Les deux corps du roi :
Le christianisme a diffusé le dogme de la double nature du Christ sur lequel s’est dérivée la théorie politique du double corps du roi. Le corps divin ne meurt pas à la différence du corps réel. Le Souverain n’est plus que le locataire du palais présidentiel à titre précaire. La fonction présidentielle elle est éternelle. Cette conception est transférée à la démocratie. L’ensemble des sujets et le roi forment le corps mystique du Christ. Le peuple est éternel. Ses représentants sont mortels.
Hobbes :
Avec la modernité le corps du souverain se désagrège : il y a désincorporation, désubstantialisation du souverain. Symboliquement la naissance des démocraties parlementaires modernes se fait avec la décapitation du souverain :
Au Royaume-Uni Charles Ier est décapité le 30 janvier 1649. Avant la glorieuse révolution de 1689 s’est déroulée une première révolution sanglante avec la terreur des Niveleurs et la dictature de Cromwell.
En France la décapitation du roi Louis XVI a eu lieu un siècle et demi plus tard le 21 janvier 1792.

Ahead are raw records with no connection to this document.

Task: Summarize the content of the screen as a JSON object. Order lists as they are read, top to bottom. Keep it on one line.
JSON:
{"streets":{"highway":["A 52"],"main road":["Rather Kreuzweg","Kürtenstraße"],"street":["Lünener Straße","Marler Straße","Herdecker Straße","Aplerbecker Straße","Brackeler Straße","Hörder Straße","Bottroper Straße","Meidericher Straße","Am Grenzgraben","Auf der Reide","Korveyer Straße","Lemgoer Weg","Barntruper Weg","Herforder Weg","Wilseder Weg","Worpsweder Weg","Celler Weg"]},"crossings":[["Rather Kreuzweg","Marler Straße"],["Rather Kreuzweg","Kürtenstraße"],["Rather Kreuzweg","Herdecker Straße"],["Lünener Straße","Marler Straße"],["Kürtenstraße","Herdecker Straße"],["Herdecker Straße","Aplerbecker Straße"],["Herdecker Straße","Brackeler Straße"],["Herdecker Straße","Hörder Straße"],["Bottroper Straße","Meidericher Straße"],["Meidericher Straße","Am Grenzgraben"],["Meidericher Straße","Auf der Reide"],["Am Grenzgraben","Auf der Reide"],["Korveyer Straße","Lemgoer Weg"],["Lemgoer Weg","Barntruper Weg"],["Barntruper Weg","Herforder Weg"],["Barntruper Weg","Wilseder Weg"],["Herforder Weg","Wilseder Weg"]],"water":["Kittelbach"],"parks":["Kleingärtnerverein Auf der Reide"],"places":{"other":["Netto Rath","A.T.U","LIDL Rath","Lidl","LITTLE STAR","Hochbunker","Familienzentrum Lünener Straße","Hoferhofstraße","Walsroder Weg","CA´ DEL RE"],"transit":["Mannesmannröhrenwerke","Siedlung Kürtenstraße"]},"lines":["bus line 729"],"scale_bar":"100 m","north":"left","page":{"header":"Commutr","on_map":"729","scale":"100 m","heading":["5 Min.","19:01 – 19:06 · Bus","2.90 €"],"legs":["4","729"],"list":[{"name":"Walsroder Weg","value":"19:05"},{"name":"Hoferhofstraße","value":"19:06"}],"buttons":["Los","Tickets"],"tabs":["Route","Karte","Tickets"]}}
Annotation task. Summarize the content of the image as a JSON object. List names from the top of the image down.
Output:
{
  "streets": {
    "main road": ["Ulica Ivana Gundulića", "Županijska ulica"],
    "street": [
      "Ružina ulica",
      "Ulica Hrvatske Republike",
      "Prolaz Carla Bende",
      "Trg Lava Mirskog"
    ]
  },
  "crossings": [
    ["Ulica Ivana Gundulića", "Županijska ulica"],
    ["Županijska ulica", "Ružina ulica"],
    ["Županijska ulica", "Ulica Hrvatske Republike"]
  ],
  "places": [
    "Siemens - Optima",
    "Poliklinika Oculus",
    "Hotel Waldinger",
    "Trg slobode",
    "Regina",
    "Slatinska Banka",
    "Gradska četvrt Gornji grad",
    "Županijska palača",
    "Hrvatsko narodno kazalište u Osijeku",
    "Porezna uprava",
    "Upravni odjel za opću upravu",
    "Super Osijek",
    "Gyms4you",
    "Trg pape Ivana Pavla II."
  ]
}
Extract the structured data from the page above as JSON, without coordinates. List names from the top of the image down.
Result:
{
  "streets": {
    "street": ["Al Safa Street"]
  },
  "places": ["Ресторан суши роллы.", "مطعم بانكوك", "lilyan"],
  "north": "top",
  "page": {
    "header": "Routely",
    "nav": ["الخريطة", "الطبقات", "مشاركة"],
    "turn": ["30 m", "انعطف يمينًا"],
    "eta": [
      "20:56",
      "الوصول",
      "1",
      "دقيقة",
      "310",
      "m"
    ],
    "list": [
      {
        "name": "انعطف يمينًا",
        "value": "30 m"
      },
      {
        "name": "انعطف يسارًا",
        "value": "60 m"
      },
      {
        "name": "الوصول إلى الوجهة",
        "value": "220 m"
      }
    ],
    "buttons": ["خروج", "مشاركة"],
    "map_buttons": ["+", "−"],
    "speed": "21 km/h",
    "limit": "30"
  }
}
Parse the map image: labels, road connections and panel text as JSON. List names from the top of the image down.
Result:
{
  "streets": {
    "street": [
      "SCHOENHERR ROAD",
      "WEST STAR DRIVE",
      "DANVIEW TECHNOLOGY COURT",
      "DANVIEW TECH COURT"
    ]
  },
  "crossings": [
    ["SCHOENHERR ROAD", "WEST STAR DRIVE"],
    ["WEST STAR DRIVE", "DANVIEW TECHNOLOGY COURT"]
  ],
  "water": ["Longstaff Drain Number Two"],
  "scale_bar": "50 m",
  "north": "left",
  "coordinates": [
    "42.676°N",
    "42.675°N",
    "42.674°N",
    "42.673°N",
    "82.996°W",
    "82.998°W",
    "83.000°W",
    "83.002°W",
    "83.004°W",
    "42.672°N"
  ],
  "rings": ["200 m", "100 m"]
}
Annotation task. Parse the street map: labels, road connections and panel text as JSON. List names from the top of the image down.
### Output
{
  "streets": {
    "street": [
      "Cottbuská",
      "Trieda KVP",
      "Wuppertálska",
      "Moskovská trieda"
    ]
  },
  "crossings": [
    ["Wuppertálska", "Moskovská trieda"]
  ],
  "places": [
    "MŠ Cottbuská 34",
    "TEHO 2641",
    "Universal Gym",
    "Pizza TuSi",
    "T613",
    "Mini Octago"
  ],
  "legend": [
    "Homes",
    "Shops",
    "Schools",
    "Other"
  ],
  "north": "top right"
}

À la fin des guerres de religion s’affirme le droit à la vie, le habeas corpus dont la généalogie remonte à la Grande Charte de 1215 en Grande-Bretagne. Les principaux écrits de Hobbes paraissent au moment de la première révolution anglaise : Elements of Laws (1640), De Cive (1642), Léviathan (1652).
Jean-Jacques Rousseau
Pour Jean-Jacques Rousseau la volonté ne se représente pas. Cela découle du caractère inaliénable de la souveraineté populaire. Cela tient également au caractère collectif du souverain contrairement à la conception de Thomas Hobbes pour qui le Souverain est le seul représentant du peuple. Pour Jean-Jacques Rousseau il ne peut pas y avoir de délégation de la volonté générale. Ici encore cela s’oppose à Thomas Hobbes. Pour Jean-Jacques Rousseau il faut choisir entre liberté et représentation.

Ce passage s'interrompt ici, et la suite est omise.